Rabu, 16 Agustus 2023

Historiografi Sirah Nabawiyah: Masih Mengulang yang Terdahulu

DALAM studi sejarah peradaban Islam, historiografi sejarah Nabi Muhammad saw (sirah nabawiyah) dari sisi substansi terdapat kesamaan dan hanya sedikit perbedaan. Dari sisi pola dan bentuk penulisan sangat bermacam-macam: syair, nyanyian, kumpulan riwayat atau laporan sahabat dan tabiin, silsilah nenek moyang, dan lainnya. 

Sejumlah bentuk penulisan tersebut belum masuk dalam kategori historigrafi karena di dalamnya kadang tidak bersifat kronologis, hanya sempalan kisah, potongan-potongan sejarah atau kisah Rasulullah saw, atau berupa penggalan kisah Ahlulbait dan sahabat. Kemudian segelintir orang yang dipercaya pemerintah yang berkuasa diperintah untuk menyusun yang lebih lengkap dan menambahi bentuk-bentuk penulisan menjadi rangkaian sejarah yang utuh. Motivasi awalnya untuk mengukuhkan kekuasaan atau menunjukkan kepada masyarakat bahwa kemuliaan penguasa didasarkan atas kekuatan hadits atau riwayat dari Sang Nabi. Juga dimunculkan sejumlah kisah yang berusaha memojokan orang-orang atau keturunan yang menjadi lawan politiknya. Mirip dengan pola Orde Baru di Indonesia yang melalui film dan buku mengisahkan kekejaman lawan politiknya: PKI dan sejumlah partai politik Islam. Hampir setiap 30 September film pemberontakan disiarkan secara resmi yang kronologi ceritanya berakhir dengan kemenangan sosok Soeharto dengan pasukannya yang berhasil menumpas pemberontak komunis di Indonesia. 

Dalam sejarah peradaban Islam pun demikian. Kalau Anda membaca buku atau kitab hadits, fikih, sirah nabawiyah, tarikh islamiyah, atau tarikh muluk (kerajaan); yang ditulis ulama terdahulu (klasik) yang hidup pada masa berlangsungnya Dinasti Umayyah dan Dinasti Abbasiyah dalam pengantar atau mukadimah kitab biasanya disebutkan bahwa ia menulis karena permintaan seorang pangeran, raja, sultan, atau permintaan temannya. Tentunya, isinya sesuai dengan yang diinginkan sang pemesan. 

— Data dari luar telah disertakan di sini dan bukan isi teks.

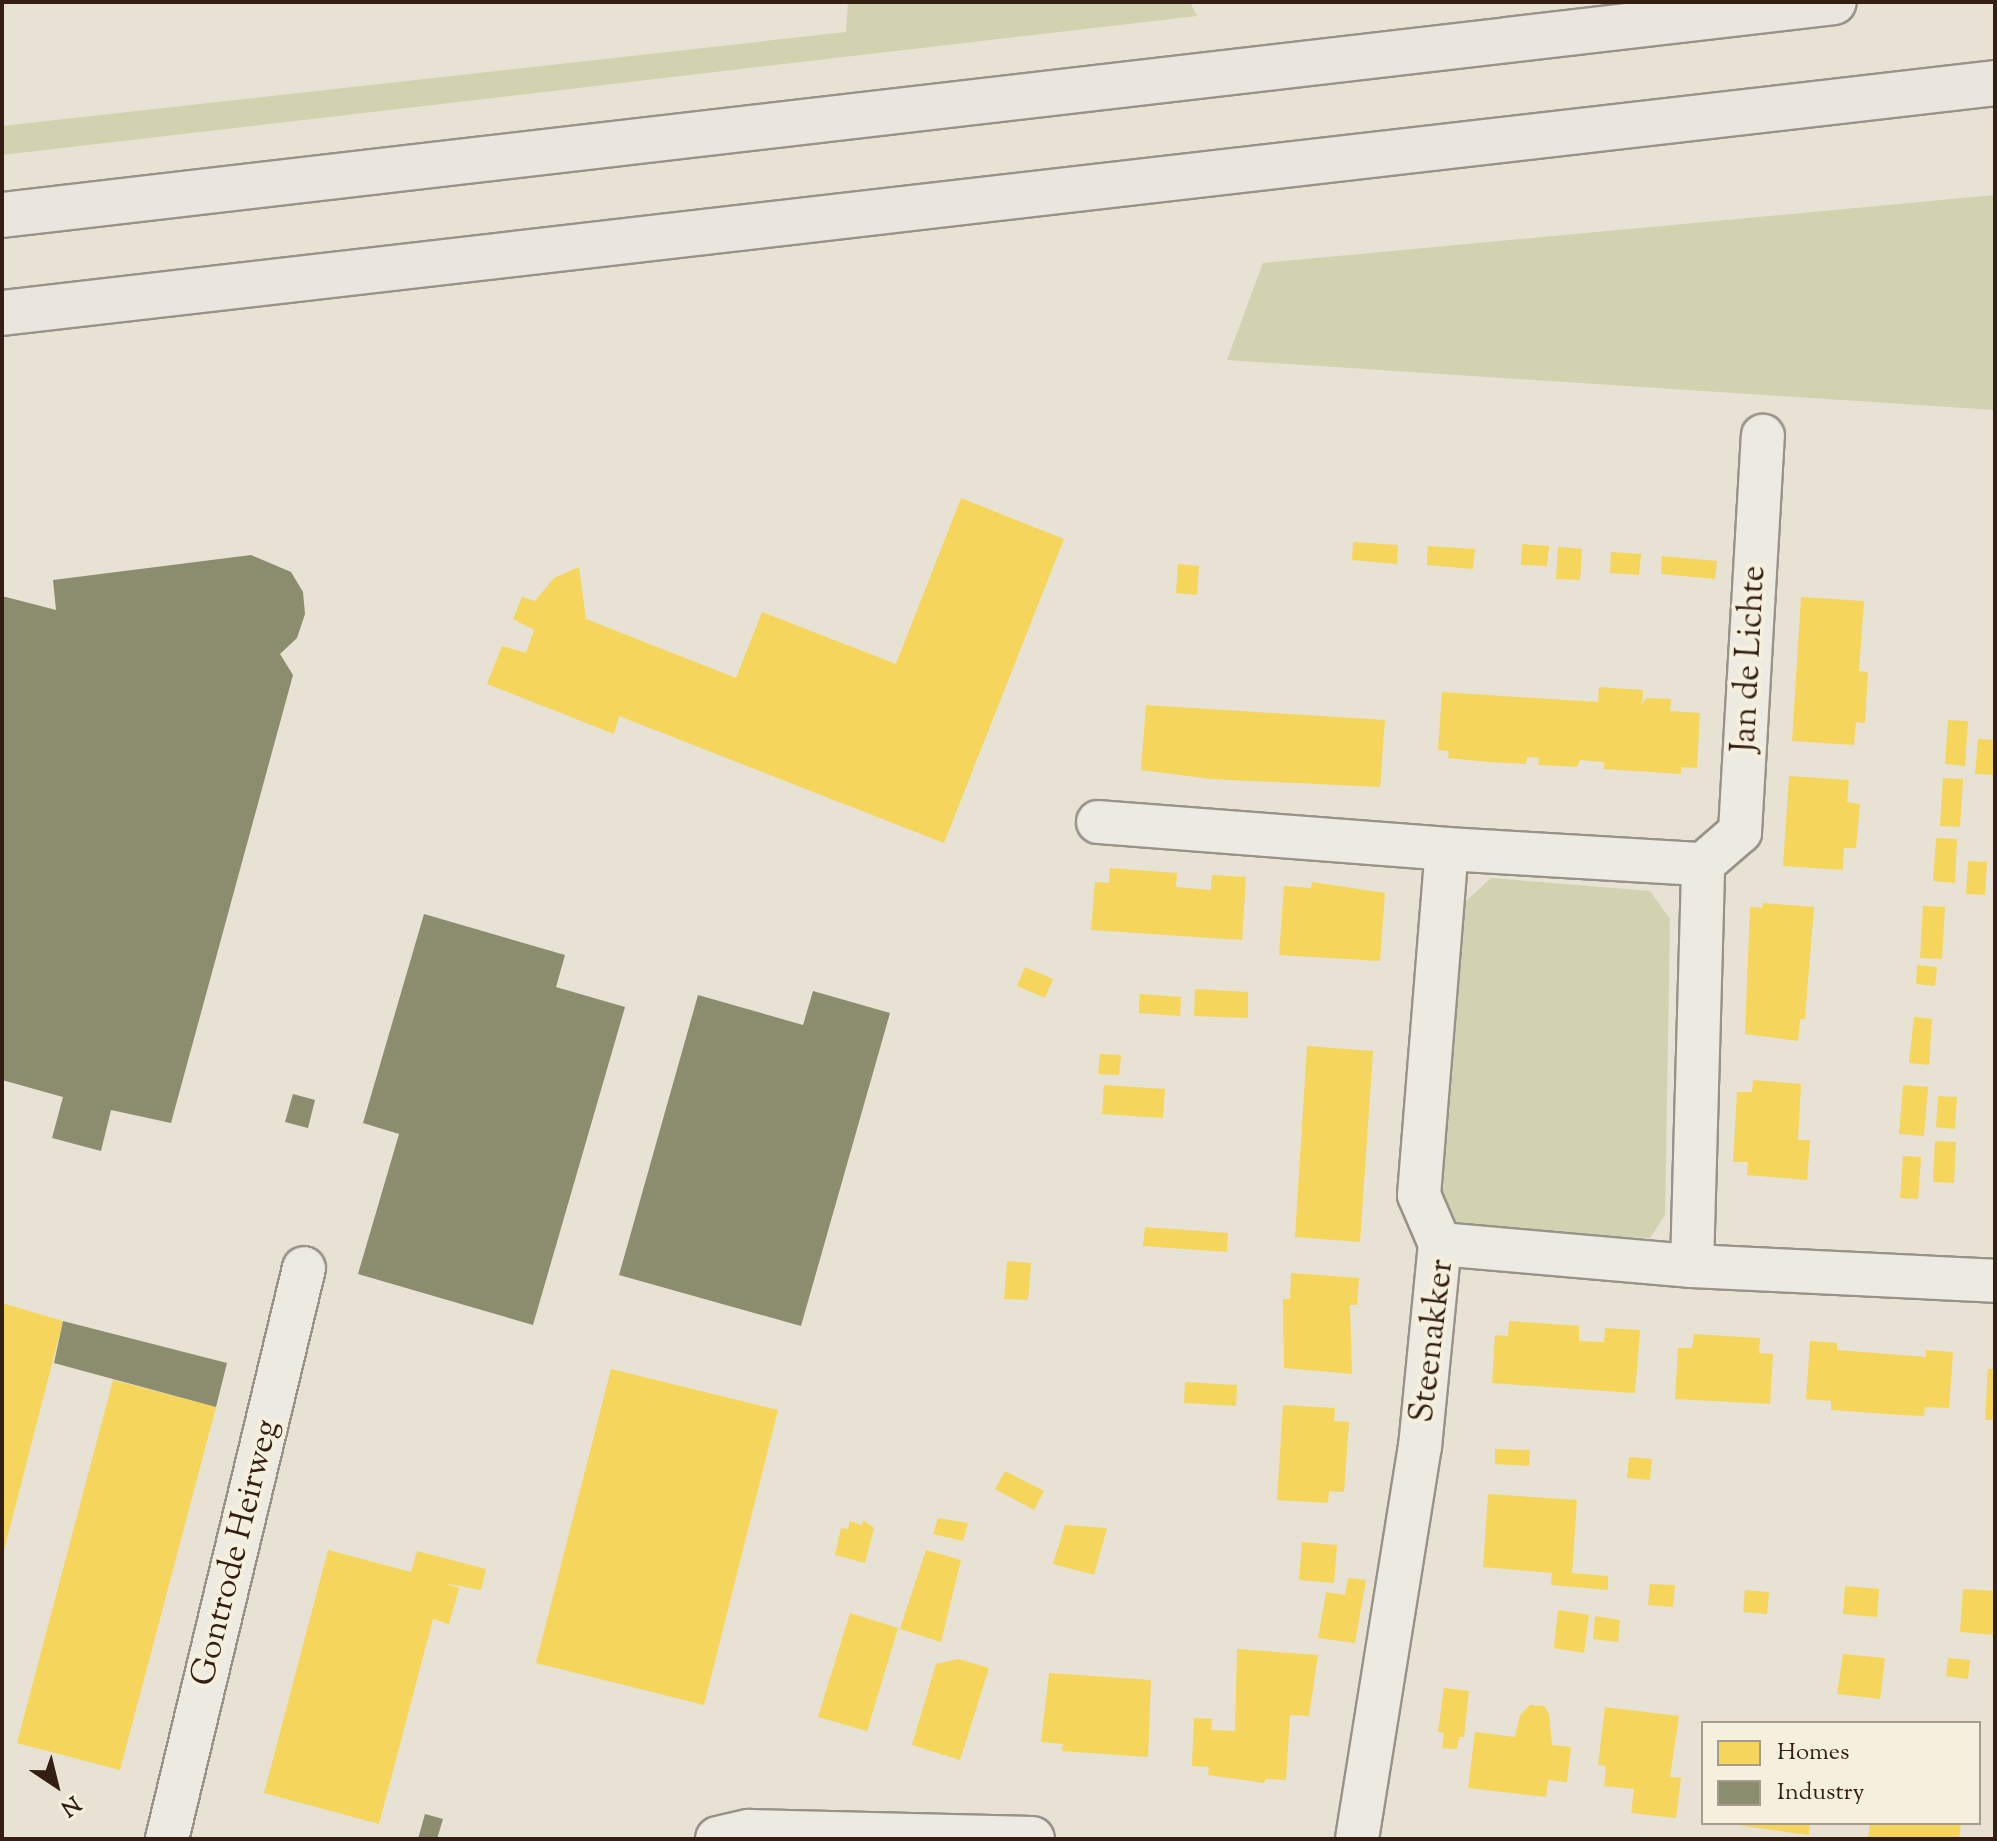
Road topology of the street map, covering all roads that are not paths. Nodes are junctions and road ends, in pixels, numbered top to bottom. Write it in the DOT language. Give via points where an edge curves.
graph roads {
  1 [pos="1834,2"];
  2 [pos="1995,83"];
  3 [pos="2,215"];
  4 [pos="2,313"];
  5 [pos="1763,436"];
  6 [pos="1098,822"];
  7 [pos="1447,849"];
  8 [pos="1703,864"];
  9 [pos="1440,1244"];
  10 [pos="1692,1266"];
  11 [pos="304,1268"];
  12 [pos="1995,1281"];
  13 [pos="167,1839"];
  14 [pos="718,1839"];
  15 [pos="1032,1839"];
  16 [pos="1357,1839"];
  1 -- 3 [label="highway"];
  2 -- 4 [label="highway"];
  5 -- 8 [label="street, Jan de Lichte" via="1740,832"];
  6 -- 7 [label="street"];
  7 -- 8 [label="street"];
  7 -- 9 [label="street" via="1419,1195"];
  8 -- 10 [label="street"];
  9 -- 10 [label="street, Steenakker"];
  9 -- 16 [label="street, Steenakker" via="1420,1447"];
  10 -- 12 [label="street, Steenakker"];
  11 -- 13 [label="street, Gontrode Heirweg"];
  14 -- 15 [label="street" via="749,1832"];
}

Bahkan, ketika Dinasti Umayyah dipimpin Muawiyah bin Abu Sufyan membayar sejumlah orang untuk mengutuk lawannya: Imam Ali bin Abi Thalib dan keluarganya dalam khutbah Jumat sebagai orang sesat, tidak mengikuti kebijakan Khalifah Abu Bakar dan Umar bin Khaththab, dan tidak mengadili para pembunuh Khalifah Utsman bin Affan. Kecaman itu diulang oleh penerus Muawiyah dan puncaknya terjadi kasus pembantaian Imam Husain, cucu Rasulullah saw, di Karbala, Irak, atas suruhan penguasa Dinasti Umayyah: Yazid bin Muawiyah.  Kecaman yang dilakukan Dinasti Umayyah berakhir saat Umar bin Abdulaziz berkuasa. Ia langsung menghapusnya dan memerintahkan khatib Jumat untuk tidak mengulang kecaman dan hujatan serta menyuruh sejumlah orang untuk menyusun hadits atau riwayat dalam sebuah kitab tersendiri. 

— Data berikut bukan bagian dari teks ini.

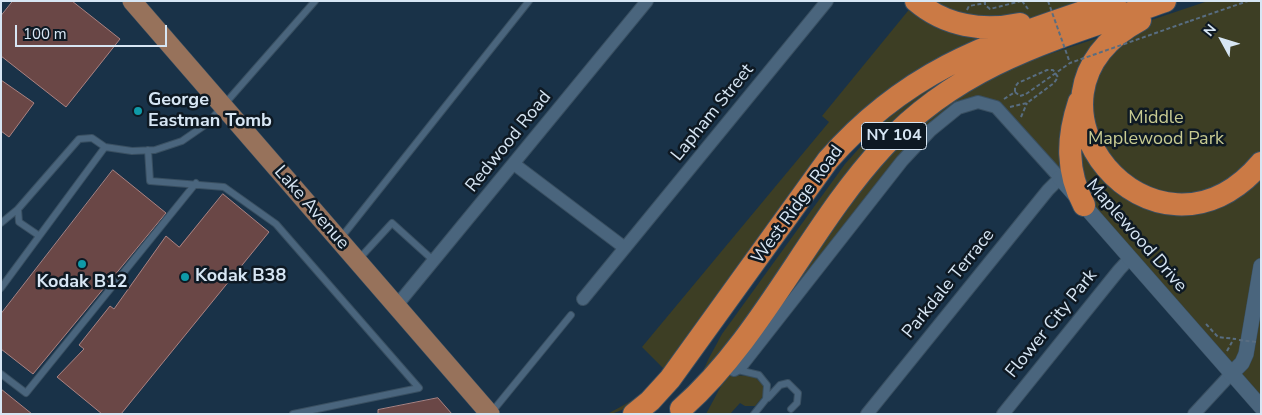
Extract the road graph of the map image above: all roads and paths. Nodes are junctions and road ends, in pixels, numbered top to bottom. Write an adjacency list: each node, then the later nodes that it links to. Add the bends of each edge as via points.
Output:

Apabila penulisan atau penyusunan buku atau kitab yang diperintahkan selesai, baru sang penulis atau penyusun buku tersebut dibayar. Kemudian memerintahkan waraq (seorang penyalin) untuk memperbanyaknya dan disebarkan kepada orang-orang tertentu (ulama dan gubernur) untuk diajarkan di masjid atau majelis ilmu kepada masyarakat. Para pendengar atau murid yang menghadiri majelis tersebut tidak dipungkiri ada yang menuliskannya kembali dan menjadikannya sebuah buku tersendiri.

Kembali pada historiografi Rasulullah saw. Para sejarawan menyebut Ibnu Ishaq (w. 152 H.) sebagai perintis. Setelah Ibnu Ishaq muncul Zayyad  Al-Buka`iy  (w. 183 H.), Muhammad  bin Umar  bin  Waqid  (w. 207 H.), Muhammad  bin  Sa`ad Katib Al-Waqidiy  (w. 230 H.), Ibnu Hisyam  (w. 218 H.), Ibnu  Faris  Al-Lughawiy  (w. 395 H.), Abu  Faraj Abdurrahman  bin  Al-Jauziy  (w. 597 H.), Muhammad  bin  Ali  bin  Yusuf  Asy- Syafi`iy  Asy-Syamiy  (w. 600 H.), Ibnu Abu  Thaiy  Yahya  bin  Hamid  (w. 630 H.), Dzahiruddin  Ali  bin  Kazaruniy  (w. 794 H.), Alaudin Ali  bin  Muhammad  Al-Khallathiy  Al-Hanafiy  (w. 708 H.), Ibnu  Sayidin  Nas Al-Bashriy  (w. 734 H.), Syihabuddin  Al-Gharnathiy  (w. 779 H.), Abu  Abdullah  Muhammad  bin  Ahmad  bin  Ali  Al-Andalusiy  (w. 780 H.), Jalaluddin  As-Sayuthiy  (w. 911 H.), As-Shalihiy  (w. 975 H.), dan Ali  bin Burhanuddin  (w. 1044 H.). 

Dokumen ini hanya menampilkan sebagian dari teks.